A hand therapist can be an occupational therapist or a physical therapist. Refer to hand therapy if your patient experiences numbness, weakness, pain, and/or decreased coordination in any part of their upper extremity (fingers, hand, wrist, arm, shoulder, or neck).

Specific diagnoses hand therapists can help with include:

  • Hand arthritis to decrease pain and protect the joint from further deformity
  • Stroke patients to reduce upper extremity contractures and decrease pain
  • Parkinson’s disease to treat tendonitis caused by repetitive movements
  • Repetitive strain injuries such as tennis elbow
  • Carpal tunnel syndrome


when to refer to pharmacy slp

Refer to pharmacy for medication refills, questions about medication side-effects and drug interactions, and for minor ailments such as seasonal allergies.

Physical Therapist

As a fellow member of the rehab team, physical therapy may benefit many of your patients. Here are common reasons to refer to physical therapy:

  • Fall risk
  • Poor balance
  • Difficulty walking
  • Needs an assistive device for mobility (walker, wheelchair, etc.)
  • Managing neurological conditions (Parkison’s disease, CVA, ALS, multiple sclerosis, TBI, etc.) including issues with range of motion and muscle tone issues
  • Aftercare for joint replacement
  • Arthritis (increase mobility and strength, improve function, maintain fitness, etc.)
  • Urinary incontinence (improve pelvic floor muscle strength, etc.)
  • Reduced participation in desired activities (can’t get on their knees to garden, can’t do stairs well, doesn’t get out as much, etc.)

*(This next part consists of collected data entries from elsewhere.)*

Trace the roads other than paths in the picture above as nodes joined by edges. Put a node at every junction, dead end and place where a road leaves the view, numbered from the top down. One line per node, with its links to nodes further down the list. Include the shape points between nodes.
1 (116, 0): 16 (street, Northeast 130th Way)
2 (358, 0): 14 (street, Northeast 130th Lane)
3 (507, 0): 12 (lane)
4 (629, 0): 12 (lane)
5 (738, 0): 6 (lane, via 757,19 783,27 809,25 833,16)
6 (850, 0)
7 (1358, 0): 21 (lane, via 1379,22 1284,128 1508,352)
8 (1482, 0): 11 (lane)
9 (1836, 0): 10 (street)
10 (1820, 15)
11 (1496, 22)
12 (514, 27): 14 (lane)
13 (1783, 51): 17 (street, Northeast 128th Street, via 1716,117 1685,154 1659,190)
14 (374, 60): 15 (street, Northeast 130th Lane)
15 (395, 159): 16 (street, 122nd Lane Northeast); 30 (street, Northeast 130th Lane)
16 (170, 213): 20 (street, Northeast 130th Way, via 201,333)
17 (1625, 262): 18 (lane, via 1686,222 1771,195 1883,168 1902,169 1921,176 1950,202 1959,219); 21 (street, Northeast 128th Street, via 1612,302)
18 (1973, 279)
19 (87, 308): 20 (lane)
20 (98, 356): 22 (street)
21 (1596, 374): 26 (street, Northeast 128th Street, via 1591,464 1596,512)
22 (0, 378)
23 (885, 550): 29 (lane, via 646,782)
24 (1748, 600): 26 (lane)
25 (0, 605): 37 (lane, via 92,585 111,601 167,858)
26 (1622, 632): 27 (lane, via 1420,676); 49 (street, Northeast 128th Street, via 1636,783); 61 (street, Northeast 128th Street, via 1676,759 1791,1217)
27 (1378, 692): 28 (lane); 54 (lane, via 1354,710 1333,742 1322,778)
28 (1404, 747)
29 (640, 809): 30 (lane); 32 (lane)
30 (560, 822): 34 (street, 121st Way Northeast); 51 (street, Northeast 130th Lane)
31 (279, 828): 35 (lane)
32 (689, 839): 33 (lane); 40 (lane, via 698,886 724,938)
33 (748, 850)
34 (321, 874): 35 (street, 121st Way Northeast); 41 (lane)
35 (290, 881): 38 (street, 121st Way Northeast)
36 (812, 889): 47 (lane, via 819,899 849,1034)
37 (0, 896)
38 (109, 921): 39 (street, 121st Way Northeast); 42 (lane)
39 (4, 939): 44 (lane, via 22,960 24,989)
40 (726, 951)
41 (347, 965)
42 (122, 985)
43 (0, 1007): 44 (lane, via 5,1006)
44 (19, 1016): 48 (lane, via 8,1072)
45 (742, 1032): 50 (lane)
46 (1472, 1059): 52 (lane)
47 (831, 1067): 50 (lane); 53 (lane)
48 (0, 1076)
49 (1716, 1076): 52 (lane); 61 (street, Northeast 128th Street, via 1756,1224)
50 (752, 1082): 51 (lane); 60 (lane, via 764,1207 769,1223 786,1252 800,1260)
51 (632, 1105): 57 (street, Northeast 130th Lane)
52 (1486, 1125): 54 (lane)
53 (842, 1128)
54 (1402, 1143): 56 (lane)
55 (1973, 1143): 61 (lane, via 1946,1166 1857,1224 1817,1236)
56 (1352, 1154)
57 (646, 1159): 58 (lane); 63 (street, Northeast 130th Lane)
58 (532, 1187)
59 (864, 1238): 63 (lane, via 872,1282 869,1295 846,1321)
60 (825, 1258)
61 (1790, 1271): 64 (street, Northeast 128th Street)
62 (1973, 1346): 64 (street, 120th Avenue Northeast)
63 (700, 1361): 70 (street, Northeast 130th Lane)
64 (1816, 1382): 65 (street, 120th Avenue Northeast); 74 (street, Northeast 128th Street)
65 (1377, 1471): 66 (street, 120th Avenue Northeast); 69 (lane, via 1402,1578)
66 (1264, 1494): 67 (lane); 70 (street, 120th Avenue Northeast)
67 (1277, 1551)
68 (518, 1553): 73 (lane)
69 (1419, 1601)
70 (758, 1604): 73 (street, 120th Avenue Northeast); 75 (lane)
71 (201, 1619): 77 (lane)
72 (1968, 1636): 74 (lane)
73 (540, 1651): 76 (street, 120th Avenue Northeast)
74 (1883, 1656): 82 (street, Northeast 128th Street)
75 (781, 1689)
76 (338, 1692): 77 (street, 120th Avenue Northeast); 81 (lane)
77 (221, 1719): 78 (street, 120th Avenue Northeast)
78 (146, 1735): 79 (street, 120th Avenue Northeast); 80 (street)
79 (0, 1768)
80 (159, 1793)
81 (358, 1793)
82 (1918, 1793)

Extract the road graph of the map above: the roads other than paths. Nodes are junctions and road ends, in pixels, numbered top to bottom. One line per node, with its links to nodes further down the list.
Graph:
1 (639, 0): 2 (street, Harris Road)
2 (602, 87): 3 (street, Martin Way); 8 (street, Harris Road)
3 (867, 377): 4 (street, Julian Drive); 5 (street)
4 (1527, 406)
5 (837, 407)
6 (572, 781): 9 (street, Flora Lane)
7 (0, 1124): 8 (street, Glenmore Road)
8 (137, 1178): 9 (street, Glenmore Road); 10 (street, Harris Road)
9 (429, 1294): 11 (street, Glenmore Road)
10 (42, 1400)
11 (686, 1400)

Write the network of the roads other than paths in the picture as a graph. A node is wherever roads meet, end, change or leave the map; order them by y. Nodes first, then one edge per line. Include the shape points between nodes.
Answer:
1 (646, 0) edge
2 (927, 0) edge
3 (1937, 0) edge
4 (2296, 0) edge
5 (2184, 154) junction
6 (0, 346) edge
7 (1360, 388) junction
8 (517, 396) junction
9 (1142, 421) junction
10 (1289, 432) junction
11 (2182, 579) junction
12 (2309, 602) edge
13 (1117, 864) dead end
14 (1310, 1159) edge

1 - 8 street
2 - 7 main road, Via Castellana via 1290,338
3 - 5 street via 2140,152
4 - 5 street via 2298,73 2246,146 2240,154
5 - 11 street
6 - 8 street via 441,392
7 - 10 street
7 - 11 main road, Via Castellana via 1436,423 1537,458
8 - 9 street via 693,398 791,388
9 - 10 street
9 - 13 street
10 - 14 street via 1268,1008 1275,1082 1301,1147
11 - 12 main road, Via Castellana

Physical Medicine & Rehabilitation (PM&R or Physiatrist)

Refer to a PM&R doctor to manage muscle spasticity (Botox injections, etc.) or to get approval for a wheelchair.


Refer to a podiatric for foot neuropathy, foot wounds, and toe and foot amputations.

Primary Care Provider (PCP)

refer to PCP for speech therapy patients

Communicate with the PCP to initiate a referral to a specialist, if you suspect serious medical issues (stroke, injury from a fall, etc.), to request instrumental evaluations, to request tests (such as X-rays), and to review medication.

Psychologist, Counselor, Marriage and Family Therapist, Social Worker

Refer to a mental health specialist if you suspect unmanaged or exacerbated mental health issues that affect participation in therapy or daily life.

Registered Nurse

refer to nursing for speech therapy patients

For home-health patients, refer to nursing if you suspect or observe non-urgent medical issues (swelling, bruising, possible wound, etc.) or issues with medication management.

Respiratory Therapist

Refer to respiratory therapy for cardiopulmonary problems.

  • Manage ventilation or oxygenation for patients on ventilators, CPAPs, and BPAPs
  • Managing tracheostomies
  • COPD treatment and disease management education
  • Treatment of other breathing issues and lung conditions

Support Groups

support groups for speech therapy

Refer to support groups for patients and caregivers who would benefit from the emotional, social, and practical support these groups can provide. ASHA provides a list of speech, language, and swallowing support groups.


Refer to urology for outpatients ready to remove a catheter, urinary incontinence, blood in the urine, enlarged prostate, or frequent UTIs.